WHAT THIS TASK INVOLVES -> Any image found in the entries is to be skipped; the rest is returned word for word.

[Collected data]

════════

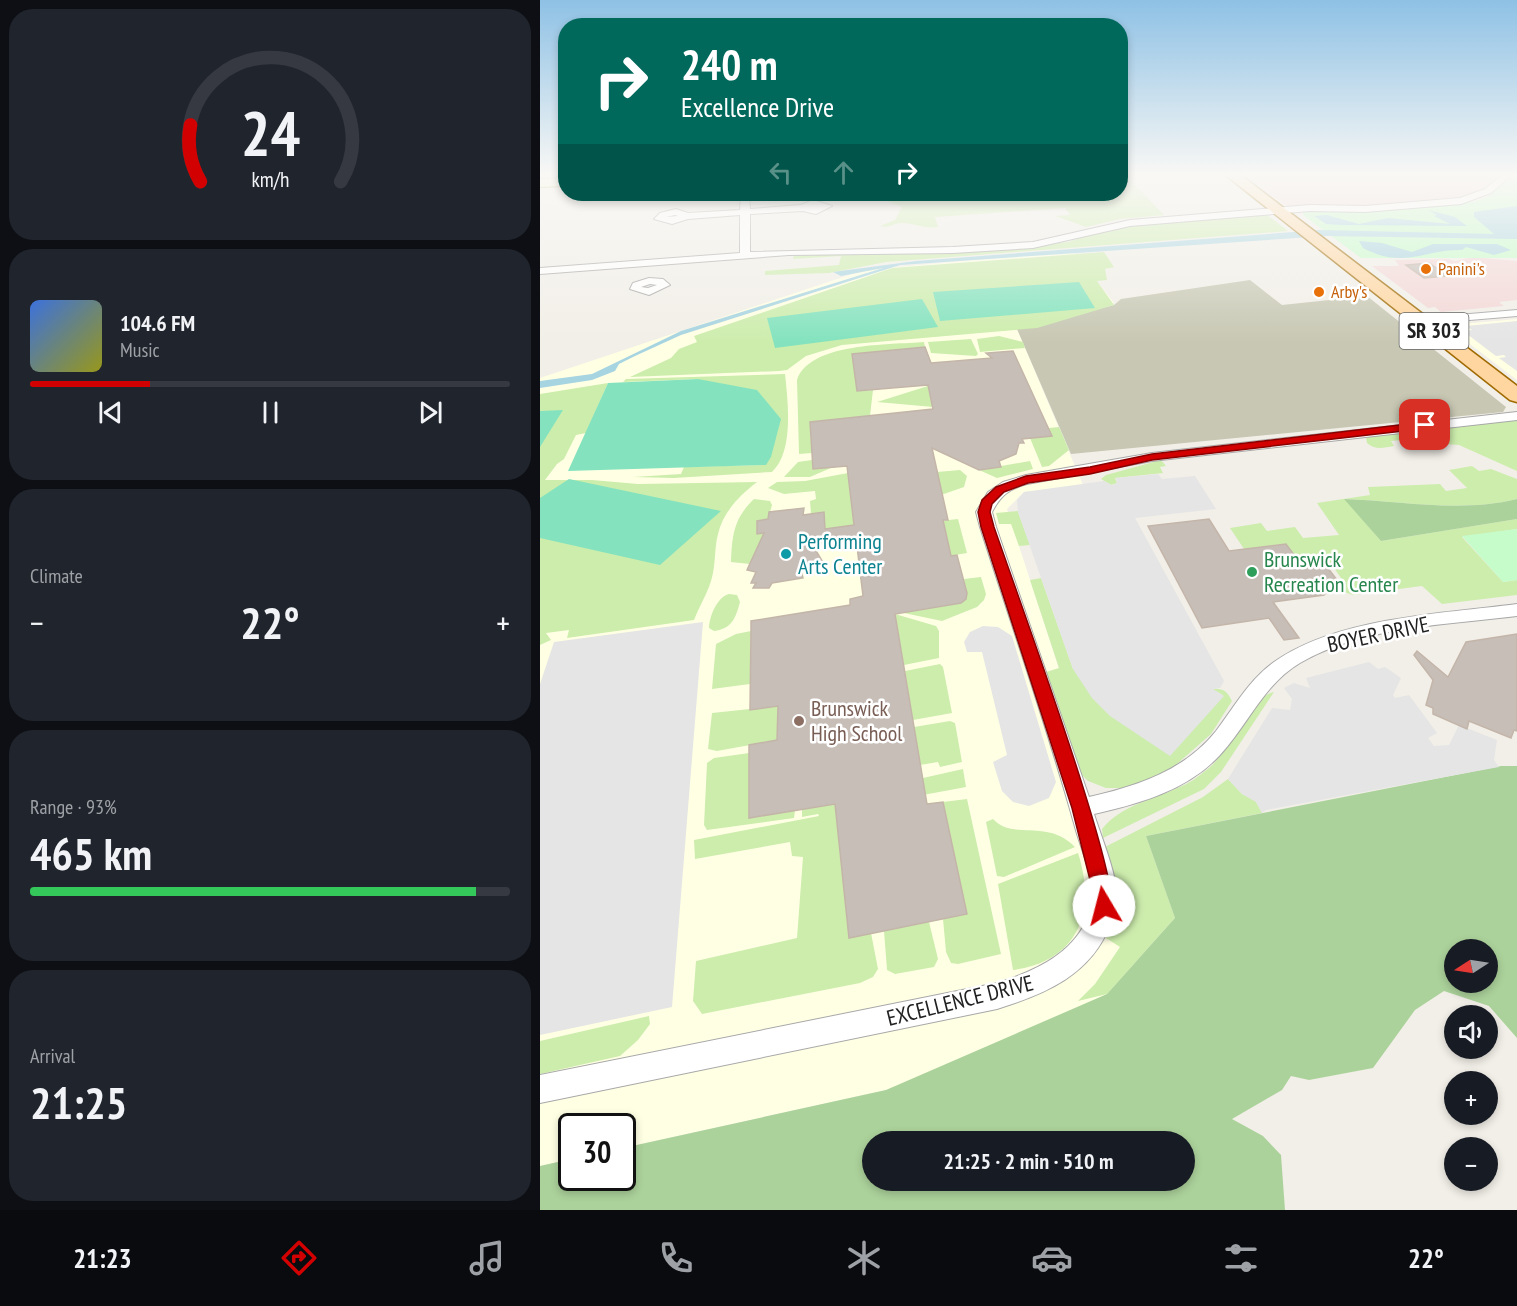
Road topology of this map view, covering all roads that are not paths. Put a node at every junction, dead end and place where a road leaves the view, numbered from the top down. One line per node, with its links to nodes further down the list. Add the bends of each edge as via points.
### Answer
1 (746, 229): 4 (street)
2 (1103, 229): 4 (street, via 1033,245)
3 (1303, 229): 10 (main road, SR 303)
4 (745, 255): 6 (street)
5 (540, 259): 7 (street)
6 (658, 262): 7 (street); 8 (street)
7 (541, 271)
8 (650, 281)
9 (1517, 312): 10 (street)
10 (1422, 321): 11 (main road, SR 303)
11 (1517, 396)
12 (1517, 416): 14 (street, EXCELLENCE DRIVE, via 1152,457 1026,480 993,495 984,512 987,527)
13 (1517, 610): 14 (street, BOYER DRIVE, via 1366,633 1295,657 1251,694 1212,749 1194,766 1139,792)
14 (1081, 808): 15 (street, EXCELLENCE DRIVE, via 1102,883 1104,906 1087,945 1053,975 997,996)
15 (540, 1089)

════════

SOLUTION TO THE PROBLEM ->
Road topology of this map view, covering all roads that are not paths. Put a node at every junction, dead end and place where a road leaves the view, numbered from the top down. One line per node, with its links to nodes further down the list. Add the bends of each edge as via points.
### Answer
1 (746, 229): 4 (street)
2 (1103, 229): 4 (street, via 1033,245)
3 (1303, 229): 10 (main road, SR 303)
4 (745, 255): 6 (street)
5 (540, 259): 7 (street)
6 (658, 262): 7 (street); 8 (street)
7 (541, 271)
8 (650, 281)
9 (1517, 312): 10 (street)
10 (1422, 321): 11 (main road, SR 303)
11 (1517, 396)
12 (1517, 416): 14 (street, EXCELLENCE DRIVE, via 1152,457 1026,480 993,495 984,512 987,527)
13 (1517, 610): 14 (street, BOYER DRIVE, via 1366,633 1295,657 1251,694 1212,749 1194,766 1139,792)
14 (1081, 808): 15 (street, EXCELLENCE DRIVE, via 1102,883 1104,906 1087,945 1053,975 997,996)
15 (540, 1089)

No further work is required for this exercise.